December 5, 2023
JAKARTA – Growth of third-party funds in the banking sector has slowed further, continuing a trend that began early this year.
The country’s lenders booked in October a year-on-year (yoy) increase of only 3.43 percent in customer savings, current account balances and time deposits, down from 6.54 percent in the preceding month.
The Financial Services Authority (OJK) and Bank Indonesia (BI) maintain that liquidity in the banking sector remains abundant, but analysts warn the issue could result in slower loan growth next year due to a “liquidity battle” between banks and nonbanks, including the government.
BI data shows that third-party funds in current accounts grew only 1.8 percent yoy in October, a marked slowdown from the 11 percent annual rate recorded in September.
Meanwhile, money in savings accounts and time deposits increased 2.6 percent yoy and 6.9 percent yoy, respectively.
The central bank has undertaken efforts to shore up liquidity.
“Adequate liquidity in banks is also supported by the implementation of the Macroprudential Liquidity Policy Incentives (KLM) effective from Oct. 1, 2023, providing additional liquidity to the tune of Rp 138 trillion [US$8.9 billion] as of November 2023,” BI Governor Perry Warjiyo told a press briefing on Nov. 23.

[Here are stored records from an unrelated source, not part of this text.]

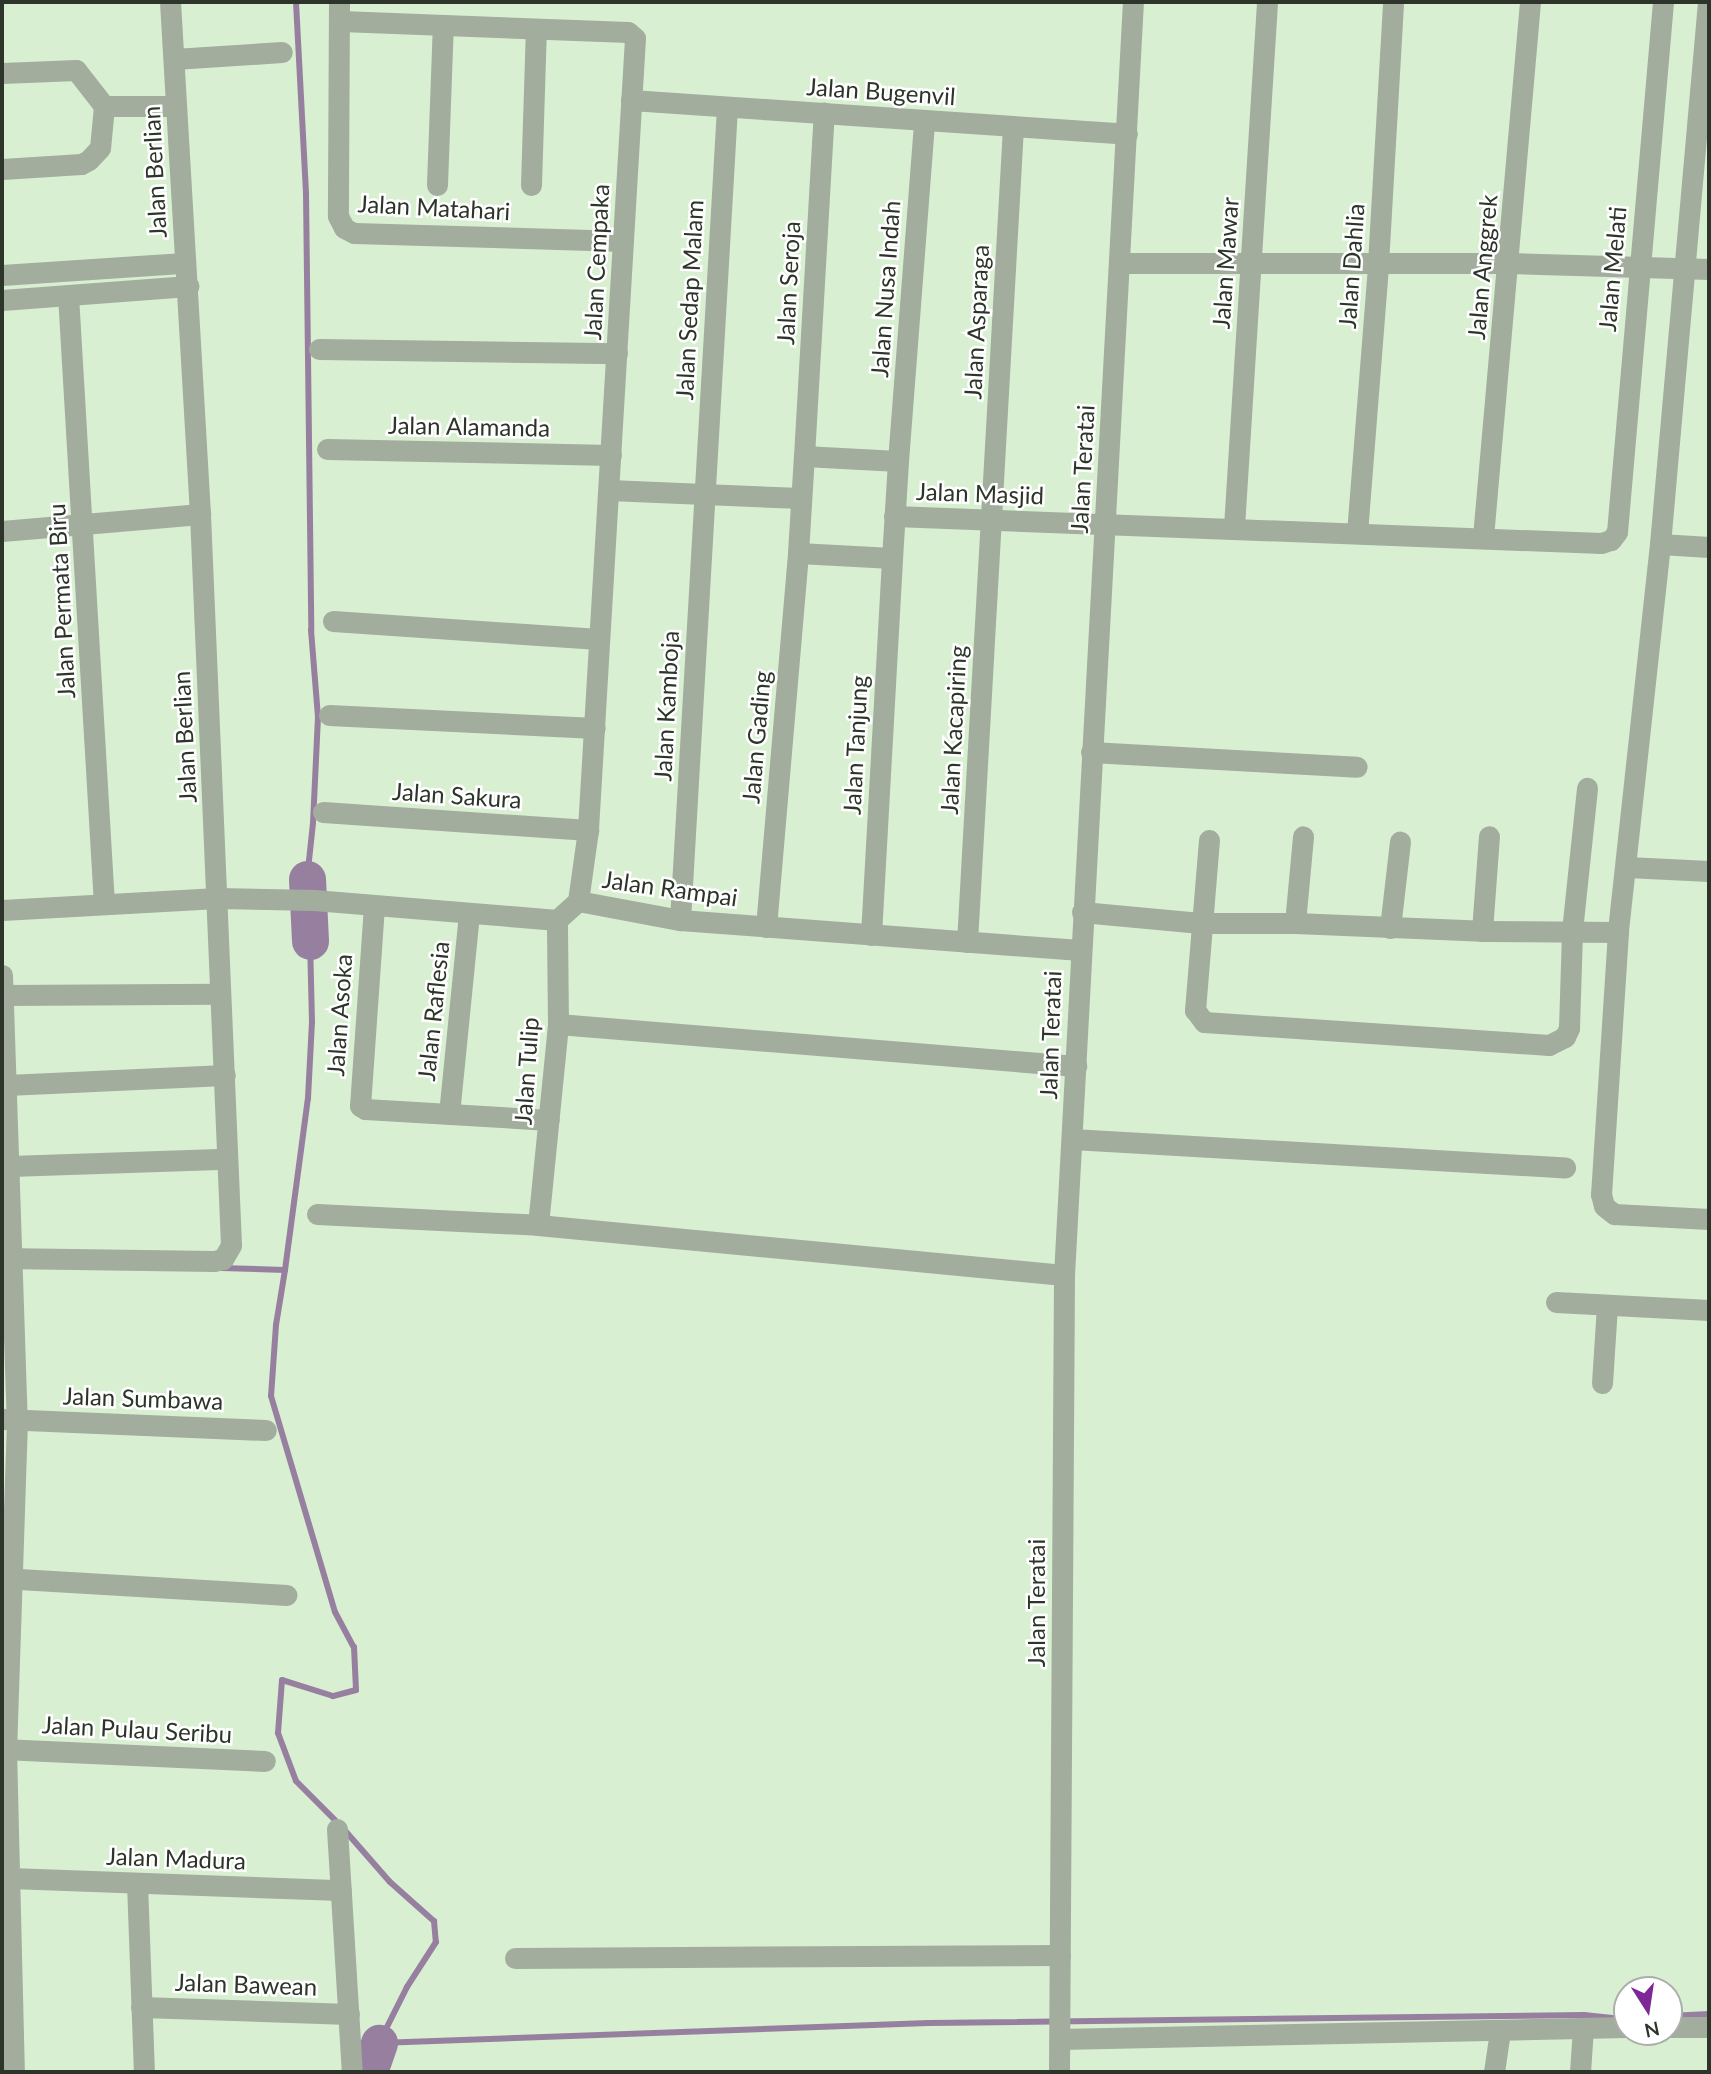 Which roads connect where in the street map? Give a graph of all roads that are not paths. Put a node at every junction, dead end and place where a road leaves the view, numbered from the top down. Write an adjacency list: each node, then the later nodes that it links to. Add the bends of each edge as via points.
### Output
1 (170, 2): 13 (street, Jalan Berlian)
2 (1133, 2): 3 (street); 22 (street, Jalan Teratai)
3 (1145, 2)
4 (1267, 2): 30 (street, Jalan Mawar)
5 (1393, 2): 31 (street, Jalan Dahlia)
6 (1530, 2): 29 (street, Jalan Anggrek)
7 (1663, 2): 32 (street, Jalan Melati)
8 (1708, 2): 33 (street)
9 (340, 12): 10 (street); 26 (street, Jalan Matahari, via 338,216 344,228 354,233)
10 (443, 25): 11 (street); 24 (street)
11 (536, 29): 15 (street, Jalan Cempaka, via 628,33 635,38); 25 (street)
12 (282, 52): 13 (street)
13 (174, 59): 17 (street, Jalan Berlian)
14 (2, 73): 16 (street, via 76,70)
15 (631, 100): 18 (street, Jalan Bugenvil); 26 (street, Jalan Cempaka)
16 (104, 106): 17 (street); 23 (street, via 100,148 89,160)
17 (176, 106): 27 (street, Jalan Berlian)
18 (727, 107): 19 (street, Jalan Bugenvil); 46 (street, Jalan Sedap Malam)
19 (824, 113): 20 (street, Jalan Bugenvil); 43 (street, Jalan Seroja)
20 (924, 120): 21 (street, Jalan Bugenvil); 44 (street, Jalan Nusa Indah)
21 (1013, 126): 22 (street, Jalan Bugenvil); 50 (street, Jalan Asparaga)
22 (1127, 134): 28 (street, Jalan Teratai)
23 (2, 169)
24 (437, 185)
25 (531, 185)
26 (623, 241): 40 (street, Jalan Cempaka)
27 (185, 263): 35 (street); 36 (street, Jalan Berlian)
28 (1120, 263): 30 (street); 51 (street, Jalan Teratai)
29 (1509, 263): 31 (street); 32 (street); 56 (street, Jalan Anggrek)
30 (1252, 264): 31 (street); 53 (street, Jalan Mawar)
31 (1378, 264): 55 (street, Jalan Dahlia)
32 (1643, 265): 33 (street); 57 (street, Jalan Melati, via 1617,532)
33 (1681, 266): 34 (street); 58 (street)
34 (1709, 269)
35 (2, 275)
36 (188, 286): 37 (street); 48 (street, Jalan Berlian)
37 (68, 295): 38 (street); 52 (street, Jalan Permata Biru)
38 (2, 300)
39 (318, 349): 40 (street)
40 (617, 353): 42 (street, Jalan Cempaka)
41 (327, 449): 42 (street, Jalan Alamanda)
42 (611, 455): 45 (street, Jalan Cempaka)
43 (804, 456): 44 (street); 47 (street, Jalan Seroja)
44 (898, 461): 49 (street, Jalan Nusa Indah)
45 (608, 490): 46 (street); 63 (street)
46 (704, 496): 47 (street); 85 (street, Jalan Kamboja)
47 (801, 498): 60 (street, Jalan Gading)
48 (200, 514): 52 (street); 77 (street, Jalan Berlian)
49 (894, 516): 50 (street, Jalan Masjid); 61 (street, Jalan Tanjung)
50 (990, 521): 51 (street, Jalan Masjid); 93 (street, Jalan Kacapiring)
51 (1106, 523): 53 (street, Jalan Masjid); 66 (street, Jalan Teratai)
52 (83, 525): 54 (street); 79 (street, Jalan Permata Biru)
53 (1234, 527): 55 (street, Jalan Masjid)
54 (2, 531)
55 (1357, 533): 56 (street, Jalan Masjid)
56 (1483, 537): 57 (street, Jalan Masjid)
57 (1611, 540)
58 (1661, 544): 59 (street); 75 (street)
59 (1709, 547)
60 (798, 553): 61 (street); 88 (street, Jalan Gading)
61 (892, 558): 92 (street, Jalan Tanjung)
62 (332, 621): 63 (street)
63 (598, 639): 65 (street)
64 (329, 715): 65 (street)
65 (595, 728): 70 (street)
66 (1091, 752): 67 (street); 82 (street, Jalan Teratai)
67 (1357, 767)
68 (1587, 788): 91 (street)
69 (323, 813): 70 (street, Jalan Sakura)
70 (588, 830): 78 (street)
71 (1303, 836): 87 (street)
72 (1489, 836): 90 (street)
73 (1209, 840): 86 (street)
74 (1400, 842): 89 (street)
75 (1627, 867): 76 (street); 91 (street)
76 (1709, 871)
77 (218, 898): 79 (street); 80 (street); 97 (street, Jalan Berlian)
78 (578, 901): 84 (street, Jalan Rampai); 85 (street, Jalan Rampai)
79 (104, 904): 81 (street)
80 (374, 906): 83 (street); 102 (street, Jalan Asoka, via 359,1101 365,1109)
81 (2, 910)
82 (1082, 912): 86 (street); 94 (street, Jalan Teratai)
83 (469, 914): 84 (street); 102 (street, Jalan Raflesia)
84 (557, 920): 98 (street, Jalan Tulip)
85 (680, 920): 88 (street, Jalan Rampai)
86 (1200, 923): 87 (street); 91 (street, via 1195,1010 1204,1022 1549,1045 1565,1037 1569,1028)
87 (1295, 923): 89 (street)
88 (766, 927): 92 (street, Jalan Rampai)
89 (1390, 928): 90 (street)
90 (1482, 931): 91 (street)
91 (1592, 931): 109 (street, via 1604,1206 1614,1214)
92 (871, 935): 93 (street, Jalan Rampai)
93 (967, 942): 94 (street, Jalan Rampai)
94 (1080, 950): 99 (street, Jalan Teratai)
95 (2, 975): 96 (street)
96 (3, 995): 97 (street); 101 (street)
97 (219, 995): 100 (street, Jalan Berlian)
98 (558, 1024): 99 (street); 103 (street, Jalan Tulip)
99 (1076, 1066): 104 (street, Jalan Teratai)
100 (225, 1075): 101 (street); 105 (street, Jalan Berlian)
101 (7, 1085): 106 (street)
102 (449, 1114): 103 (street, Jalan Asoka)
103 (549, 1120): 110 (street, Jalan Tulip)
104 (1072, 1139): 107 (street); 112 (street, Jalan Teratai)
105 (226, 1159): 106 (street); 111 (street, Jalan Berlian, via 231,1245 223,1259)
106 (10, 1166): 111 (street)
107 (1565, 1167)
108 (317, 1214): 110 (street)
109 (1709, 1219)
110 (538, 1225): 112 (street)
111 (11, 1263): 117 (street)
112 (1065, 1275): 127 (street, Jalan Teratai)
113 (1556, 1302): 114 (street)
114 (1607, 1305): 115 (street); 116 (street)
115 (1709, 1310)
116 (1602, 1382)
117 (10, 1419): 118 (street, Jalan Sumbawa); 119 (street)
118 (266, 1430)
119 (6, 1578): 120 (street); 121 (street)
120 (286, 1595)
121 (4, 1749): 122 (street, Jalan Pulau Seribu); 124 (street)
122 (265, 1761)
123 (337, 1829): 126 (street)
124 (10, 1878): 125 (street, Jalan Madura); 137 (street)
125 (137, 1883): 126 (street, Jalan Madura); 129 (street)
126 (341, 1890): 130 (street)
127 (1060, 1955): 128 (street); 131 (street, Jalan Teratai)
128 (515, 1958)
129 (142, 2007): 130 (street, Jalan Bawean); 138 (street)
130 (349, 2014): 139 (street)
131 (1060, 2025): 136 (street); 140 (street, Jalan Teratai)
132 (1613, 2027): 135 (street)
133 (1683, 2027): 134 (street)
134 (1709, 2027)
135 (1583, 2028): 136 (street); 142 (street)
136 (1500, 2031): 141 (street)
137 (14, 2072)
138 (144, 2072)
139 (352, 2072)
140 (1059, 2072)
141 (1494, 2072)
142 (1580, 2072)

The OJK meanwhile stated that metrics on banking liquidity, in particular the ratio of liquid assets to third-party funds (AL/DPK) and the ratio of liquid assets to noncore deposits (AL/NCD), were at 26.36 percent and 117.29 percent, respectively, higher than their respective safe threshold levels of 10 percent and 50 percent.
Bhima Yudhistira, executive director of the Center of Economic and Law Studies (CELIOS), attributed the slower growth in third-party funds to “crowding out” between banks and the government. This effect was caused by the massive issuance of government bonds with attractive interest rates of more than 6.7 percent, which had induced a liquidity battle in the market, he opined.
“Banks became too lazy to disburse loans and just played safe by parking their money in government bonds. Meanwhile, their customers also saw government bonds as a low-risk investment instrument with higher interest rates than banks’ time deposits.
“It is a liquidity chaos that was created by the government,” Bhima told The Jakarta Post on Monday.
With government bonds making up 88 percent of total state debt and the burden of paying off maturing debts continuing to increase, Bhima explained that the liquidity tug-of-war between banks and the government would only intensify next year.
“If the trend continues, loan growth from banks will be hampered, and that is very dangerous for the recovery of the [country’s] real sector,” he cautioned.
Jasmin, distribution and funding director at state-owned lender Bank Tabungan Negara (BTN), said separately that competition from other investment instruments had indirectly sucked up customers’ savings, leading to slower third-party funds growth in the banking sector.
“For example, the massive issuance of investment instruments from the government and BI, such as SBN [government securities], SRBI [BI rupiah securities] and SVBI [BI foreign exchange securities],” he said on Nov. 28, as quoted by Kontan.
Aviliani, a senior economist at the Institute for Development of Economics and Finance (INDEF), attributed the slower growth of third-party funds to the increasing number of people opting to invest their savings.
“People can purchase government bonds and mutual funds [for] as low as Rp 100,000. Thus, we should not only look at the growth [rate] for third-party funds, but also at how many people have switched from [putting their] savings in banks to investment instruments,” she said on Wednesday, as quoted by CNBC Indonesia.
M. Amin Nurdin, a senior faculty member at the Indonesian Banking Development Institute (LPPI), agreed with the notion that slower growth in third-party funds might be caused by a surging confidence among individuals in investing their money in other instruments or build a business. However, he opined that the sluggish pace was a seasonal trend.
Josua Pardede, chief economist of publicly listed lender Bank Permata, pointed to foreign central banks’ more aggressive hike in interest rates compared to BI had pushed some investors to put their money in other countries, leading to capital outflow. To stem this, BI had responded by issuing several instruments like SRBI, SVBI, its foreign exchange sukuk (SUVBI) and time deposits for natural resource export proceeds (DHE SDA).
“Overall, that situation has reduced the placement of third-party funds in the banking sector,” Josua told the Post on Thursday.
He nevertheless rejected the idea that the movement of money from banks’ time deposits to government bonds would disrupt liquidity in the banking sector, which only accounted for 20 percent of the liquidity pool in Indonesia’s financial system.
Even so, Josua still urged the government to follow up on its fundraising efforts through issuing bonds by increasing state spending, so money could be returned to the real sector and reenter the banking sector.
“At present, the [massive] issuance of government bonds is not being followed by high state spending, which was still low in October. That is also shown by the placement of government funds in the central bank account, which remains relatively high,” he said.